### ACTION ITEM
Exactly as they appear, set down all of the records.

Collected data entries
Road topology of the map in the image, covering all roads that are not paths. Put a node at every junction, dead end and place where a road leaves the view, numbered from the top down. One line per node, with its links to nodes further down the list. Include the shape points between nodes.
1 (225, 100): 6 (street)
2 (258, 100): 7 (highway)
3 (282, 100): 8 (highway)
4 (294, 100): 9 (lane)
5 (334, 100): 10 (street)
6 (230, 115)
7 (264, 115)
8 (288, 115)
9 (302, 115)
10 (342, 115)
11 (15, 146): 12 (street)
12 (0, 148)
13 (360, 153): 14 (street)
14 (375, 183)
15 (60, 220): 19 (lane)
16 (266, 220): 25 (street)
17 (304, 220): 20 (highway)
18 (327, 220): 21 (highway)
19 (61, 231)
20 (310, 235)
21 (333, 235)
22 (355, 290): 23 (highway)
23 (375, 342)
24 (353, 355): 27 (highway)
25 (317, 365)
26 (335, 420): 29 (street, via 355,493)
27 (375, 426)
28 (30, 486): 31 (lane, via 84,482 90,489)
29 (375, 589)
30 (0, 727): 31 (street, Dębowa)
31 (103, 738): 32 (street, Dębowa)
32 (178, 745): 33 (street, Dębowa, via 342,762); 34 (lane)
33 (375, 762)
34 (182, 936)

### WRITTEN REPLY
Road topology of the map in the image, covering all roads that are not paths. Put a node at every junction, dead end and place where a road leaves the view, numbered from the top down. One line per node, with its links to nodes further down the list. Include the shape points between nodes.
1 (225, 100): 6 (street)
2 (258, 100): 7 (highway)
3 (282, 100): 8 (highway)
4 (294, 100): 9 (lane)
5 (334, 100): 10 (street)
6 (230, 115)
7 (264, 115)
8 (288, 115)
9 (302, 115)
10 (342, 115)
11 (15, 146): 12 (street)
12 (0, 148)
13 (360, 153): 14 (street)
14 (375, 183)
15 (60, 220): 19 (lane)
16 (266, 220): 25 (street)
17 (304, 220): 20 (highway)
18 (327, 220): 21 (highway)
19 (61, 231)
20 (310, 235)
21 (333, 235)
22 (355, 290): 23 (highway)
23 (375, 342)
24 (353, 355): 27 (highway)
25 (317, 365)
26 (335, 420): 29 (street, via 355,493)
27 (375, 426)
28 (30, 486): 31 (lane, via 84,482 90,489)
29 (375, 589)
30 (0, 727): 31 (street, Dębowa)
31 (103, 738): 32 (street, Dębowa)
32 (178, 745): 33 (street, Dębowa, via 342,762); 34 (lane)
33 (375, 762)
34 (182, 936)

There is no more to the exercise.